Go through the entries below and print each one exactly.
>>>
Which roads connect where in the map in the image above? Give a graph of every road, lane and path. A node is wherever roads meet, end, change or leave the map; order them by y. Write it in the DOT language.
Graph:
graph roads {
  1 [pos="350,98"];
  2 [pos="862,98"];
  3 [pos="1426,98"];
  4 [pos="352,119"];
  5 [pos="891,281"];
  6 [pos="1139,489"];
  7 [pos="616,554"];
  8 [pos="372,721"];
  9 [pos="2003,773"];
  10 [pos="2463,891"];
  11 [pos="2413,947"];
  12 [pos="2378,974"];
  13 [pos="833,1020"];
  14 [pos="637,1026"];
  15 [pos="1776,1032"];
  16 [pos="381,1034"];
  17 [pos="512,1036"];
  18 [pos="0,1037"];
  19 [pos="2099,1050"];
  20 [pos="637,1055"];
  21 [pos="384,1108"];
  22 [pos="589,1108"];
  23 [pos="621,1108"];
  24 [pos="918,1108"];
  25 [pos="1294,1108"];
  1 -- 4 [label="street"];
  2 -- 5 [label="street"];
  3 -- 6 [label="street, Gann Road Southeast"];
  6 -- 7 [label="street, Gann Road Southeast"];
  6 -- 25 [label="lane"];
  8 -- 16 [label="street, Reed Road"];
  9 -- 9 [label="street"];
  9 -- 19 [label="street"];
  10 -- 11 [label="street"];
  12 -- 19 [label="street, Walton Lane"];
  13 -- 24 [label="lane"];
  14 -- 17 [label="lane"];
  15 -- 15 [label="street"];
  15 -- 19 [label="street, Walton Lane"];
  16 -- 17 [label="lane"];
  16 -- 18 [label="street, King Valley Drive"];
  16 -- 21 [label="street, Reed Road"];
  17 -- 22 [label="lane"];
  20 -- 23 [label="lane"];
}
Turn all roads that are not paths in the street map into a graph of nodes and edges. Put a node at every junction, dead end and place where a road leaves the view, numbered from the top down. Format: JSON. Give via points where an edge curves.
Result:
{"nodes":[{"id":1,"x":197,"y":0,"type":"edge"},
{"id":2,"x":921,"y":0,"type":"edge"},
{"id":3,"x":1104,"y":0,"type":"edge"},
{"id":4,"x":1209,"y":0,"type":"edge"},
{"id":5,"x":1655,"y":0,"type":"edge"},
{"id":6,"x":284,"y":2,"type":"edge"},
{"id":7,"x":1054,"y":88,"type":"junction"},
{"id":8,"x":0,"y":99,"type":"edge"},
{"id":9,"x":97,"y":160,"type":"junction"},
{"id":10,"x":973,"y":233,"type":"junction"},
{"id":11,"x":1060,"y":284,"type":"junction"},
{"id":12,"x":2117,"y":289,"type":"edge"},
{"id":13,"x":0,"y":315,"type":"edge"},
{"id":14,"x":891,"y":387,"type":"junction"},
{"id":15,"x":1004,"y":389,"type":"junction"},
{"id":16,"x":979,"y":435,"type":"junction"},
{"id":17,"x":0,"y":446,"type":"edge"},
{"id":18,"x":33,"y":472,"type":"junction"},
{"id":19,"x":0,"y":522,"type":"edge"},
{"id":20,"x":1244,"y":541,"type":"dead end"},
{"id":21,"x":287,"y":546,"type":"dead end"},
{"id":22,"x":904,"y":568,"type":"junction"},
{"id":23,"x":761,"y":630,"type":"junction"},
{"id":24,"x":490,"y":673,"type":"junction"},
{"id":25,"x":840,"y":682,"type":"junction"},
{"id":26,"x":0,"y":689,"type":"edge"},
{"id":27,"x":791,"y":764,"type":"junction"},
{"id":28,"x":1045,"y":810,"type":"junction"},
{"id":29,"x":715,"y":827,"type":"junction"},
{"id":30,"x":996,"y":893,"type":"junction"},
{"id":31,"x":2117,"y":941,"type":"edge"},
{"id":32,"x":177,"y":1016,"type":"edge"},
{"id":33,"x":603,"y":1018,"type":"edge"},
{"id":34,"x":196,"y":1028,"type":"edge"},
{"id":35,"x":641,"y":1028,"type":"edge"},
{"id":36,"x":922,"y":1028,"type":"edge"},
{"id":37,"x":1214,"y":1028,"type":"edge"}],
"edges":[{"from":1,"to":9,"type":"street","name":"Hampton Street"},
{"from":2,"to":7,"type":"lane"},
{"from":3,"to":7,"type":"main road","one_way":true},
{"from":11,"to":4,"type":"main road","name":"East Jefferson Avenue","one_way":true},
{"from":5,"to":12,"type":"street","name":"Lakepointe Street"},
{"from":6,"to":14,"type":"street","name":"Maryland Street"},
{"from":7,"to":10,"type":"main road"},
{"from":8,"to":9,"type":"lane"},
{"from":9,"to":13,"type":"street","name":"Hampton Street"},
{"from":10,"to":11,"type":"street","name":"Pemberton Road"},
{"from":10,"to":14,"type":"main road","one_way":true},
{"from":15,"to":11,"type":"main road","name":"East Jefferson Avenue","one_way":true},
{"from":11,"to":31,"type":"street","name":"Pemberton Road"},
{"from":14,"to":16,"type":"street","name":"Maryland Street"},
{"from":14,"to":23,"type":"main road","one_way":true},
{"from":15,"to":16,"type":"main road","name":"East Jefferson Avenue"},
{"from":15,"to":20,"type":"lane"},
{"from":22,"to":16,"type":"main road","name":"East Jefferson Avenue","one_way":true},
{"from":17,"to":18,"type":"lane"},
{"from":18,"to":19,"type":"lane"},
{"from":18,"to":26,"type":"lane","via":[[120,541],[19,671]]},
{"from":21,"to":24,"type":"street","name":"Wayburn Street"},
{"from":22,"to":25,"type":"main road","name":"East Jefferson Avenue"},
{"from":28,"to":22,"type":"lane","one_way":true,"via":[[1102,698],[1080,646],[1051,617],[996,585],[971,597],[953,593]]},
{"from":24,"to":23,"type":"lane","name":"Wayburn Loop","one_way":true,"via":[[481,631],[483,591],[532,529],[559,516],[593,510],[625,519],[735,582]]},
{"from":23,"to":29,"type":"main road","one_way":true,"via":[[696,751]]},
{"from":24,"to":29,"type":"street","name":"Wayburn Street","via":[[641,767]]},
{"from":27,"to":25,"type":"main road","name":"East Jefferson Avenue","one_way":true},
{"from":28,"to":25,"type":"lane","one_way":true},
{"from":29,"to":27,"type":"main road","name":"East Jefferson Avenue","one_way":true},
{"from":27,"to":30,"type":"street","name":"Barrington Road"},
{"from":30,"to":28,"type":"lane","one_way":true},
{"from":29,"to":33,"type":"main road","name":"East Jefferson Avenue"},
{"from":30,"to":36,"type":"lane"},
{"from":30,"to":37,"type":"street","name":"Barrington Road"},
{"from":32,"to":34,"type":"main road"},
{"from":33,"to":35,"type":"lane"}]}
<<<
Output below -
Which roads connect where in the map in the image above? Give a graph of every road, lane and path. A node is wherever roads meet, end, change or leave the map; order them by y. Write it in the DOT language.
Graph:
graph roads {
  1 [pos="350,98"];
  2 [pos="862,98"];
  3 [pos="1426,98"];
  4 [pos="352,119"];
  5 [pos="891,281"];
  6 [pos="1139,489"];
  7 [pos="616,554"];
  8 [pos="372,721"];
  9 [pos="2003,773"];
  10 [pos="2463,891"];
  11 [pos="2413,947"];
  12 [pos="2378,974"];
  13 [pos="833,1020"];
  14 [pos="637,1026"];
  15 [pos="1776,1032"];
  16 [pos="381,1034"];
  17 [pos="512,1036"];
  18 [pos="0,1037"];
  19 [pos="2099,1050"];
  20 [pos="637,1055"];
  21 [pos="384,1108"];
  22 [pos="589,1108"];
  23 [pos="621,1108"];
  24 [pos="918,1108"];
  25 [pos="1294,1108"];
  1 -- 4 [label="street"];
  2 -- 5 [label="street"];
  3 -- 6 [label="street, Gann Road Southeast"];
  6 -- 7 [label="street, Gann Road Southeast"];
  6 -- 25 [label="lane"];
  8 -- 16 [label="street, Reed Road"];
  9 -- 9 [label="street"];
  9 -- 19 [label="street"];
  10 -- 11 [label="street"];
  12 -- 19 [label="street, Walton Lane"];
  13 -- 24 [label="lane"];
  14 -- 17 [label="lane"];
  15 -- 15 [label="street"];
  15 -- 19 [label="street, Walton Lane"];
  16 -- 17 [label="lane"];
  16 -- 18 [label="street, King Valley Drive"];
  16 -- 21 [label="street, Reed Road"];
  17 -- 22 [label="lane"];
  20 -- 23 [label="lane"];
}
Turn all roads that are not paths in the street map into a graph of nodes and edges. Put a node at every junction, dead end and place where a road leaves the view, numbered from the top down. Format: JSON. Give via points where an edge curves.
Result:
{"nodes":[{"id":1,"x":197,"y":0,"type":"edge"},
{"id":2,"x":921,"y":0,"type":"edge"},
{"id":3,"x":1104,"y":0,"type":"edge"},
{"id":4,"x":1209,"y":0,"type":"edge"},
{"id":5,"x":1655,"y":0,"type":"edge"},
{"id":6,"x":284,"y":2,"type":"edge"},
{"id":7,"x":1054,"y":88,"type":"junction"},
{"id":8,"x":0,"y":99,"type":"edge"},
{"id":9,"x":97,"y":160,"type":"junction"},
{"id":10,"x":973,"y":233,"type":"junction"},
{"id":11,"x":1060,"y":284,"type":"junction"},
{"id":12,"x":2117,"y":289,"type":"edge"},
{"id":13,"x":0,"y":315,"type":"edge"},
{"id":14,"x":891,"y":387,"type":"junction"},
{"id":15,"x":1004,"y":389,"type":"junction"},
{"id":16,"x":979,"y":435,"type":"junction"},
{"id":17,"x":0,"y":446,"type":"edge"},
{"id":18,"x":33,"y":472,"type":"junction"},
{"id":19,"x":0,"y":522,"type":"edge"},
{"id":20,"x":1244,"y":541,"type":"dead end"},
{"id":21,"x":287,"y":546,"type":"dead end"},
{"id":22,"x":904,"y":568,"type":"junction"},
{"id":23,"x":761,"y":630,"type":"junction"},
{"id":24,"x":490,"y":673,"type":"junction"},
{"id":25,"x":840,"y":682,"type":"junction"},
{"id":26,"x":0,"y":689,"type":"edge"},
{"id":27,"x":791,"y":764,"type":"junction"},
{"id":28,"x":1045,"y":810,"type":"junction"},
{"id":29,"x":715,"y":827,"type":"junction"},
{"id":30,"x":996,"y":893,"type":"junction"},
{"id":31,"x":2117,"y":941,"type":"edge"},
{"id":32,"x":177,"y":1016,"type":"edge"},
{"id":33,"x":603,"y":1018,"type":"edge"},
{"id":34,"x":196,"y":1028,"type":"edge"},
{"id":35,"x":641,"y":1028,"type":"edge"},
{"id":36,"x":922,"y":1028,"type":"edge"},
{"id":37,"x":1214,"y":1028,"type":"edge"}],
"edges":[{"from":1,"to":9,"type":"street","name":"Hampton Street"},
{"from":2,"to":7,"type":"lane"},
{"from":3,"to":7,"type":"main road","one_way":true},
{"from":11,"to":4,"type":"main road","name":"East Jefferson Avenue","one_way":true},
{"from":5,"to":12,"type":"street","name":"Lakepointe Street"},
{"from":6,"to":14,"type":"street","name":"Maryland Street"},
{"from":7,"to":10,"type":"main road"},
{"from":8,"to":9,"type":"lane"},
{"from":9,"to":13,"type":"street","name":"Hampton Street"},
{"from":10,"to":11,"type":"street","name":"Pemberton Road"},
{"from":10,"to":14,"type":"main road","one_way":true},
{"from":15,"to":11,"type":"main road","name":"East Jefferson Avenue","one_way":true},
{"from":11,"to":31,"type":"street","name":"Pemberton Road"},
{"from":14,"to":16,"type":"street","name":"Maryland Street"},
{"from":14,"to":23,"type":"main road","one_way":true},
{"from":15,"to":16,"type":"main road","name":"East Jefferson Avenue"},
{"from":15,"to":20,"type":"lane"},
{"from":22,"to":16,"type":"main road","name":"East Jefferson Avenue","one_way":true},
{"from":17,"to":18,"type":"lane"},
{"from":18,"to":19,"type":"lane"},
{"from":18,"to":26,"type":"lane","via":[[120,541],[19,671]]},
{"from":21,"to":24,"type":"street","name":"Wayburn Street"},
{"from":22,"to":25,"type":"main road","name":"East Jefferson Avenue"},
{"from":28,"to":22,"type":"lane","one_way":true,"via":[[1102,698],[1080,646],[1051,617],[996,585],[971,597],[953,593]]},
{"from":24,"to":23,"type":"lane","name":"Wayburn Loop","one_way":true,"via":[[481,631],[483,591],[532,529],[559,516],[593,510],[625,519],[735,582]]},
{"from":23,"to":29,"type":"main road","one_way":true,"via":[[696,751]]},
{"from":24,"to":29,"type":"street","name":"Wayburn Street","via":[[641,767]]},
{"from":27,"to":25,"type":"main road","name":"East Jefferson Avenue","one_way":true},
{"from":28,"to":25,"type":"lane","one_way":true},
{"from":29,"to":27,"type":"main road","name":"East Jefferson Avenue","one_way":true},
{"from":27,"to":30,"type":"street","name":"Barrington Road"},
{"from":30,"to":28,"type":"lane","one_way":true},
{"from":29,"to":33,"type":"main road","name":"East Jefferson Avenue"},
{"from":30,"to":36,"type":"lane"},
{"from":30,"to":37,"type":"street","name":"Barrington Road"},
{"from":32,"to":34,"type":"main road"},
{"from":33,"to":35,"type":"lane"}]}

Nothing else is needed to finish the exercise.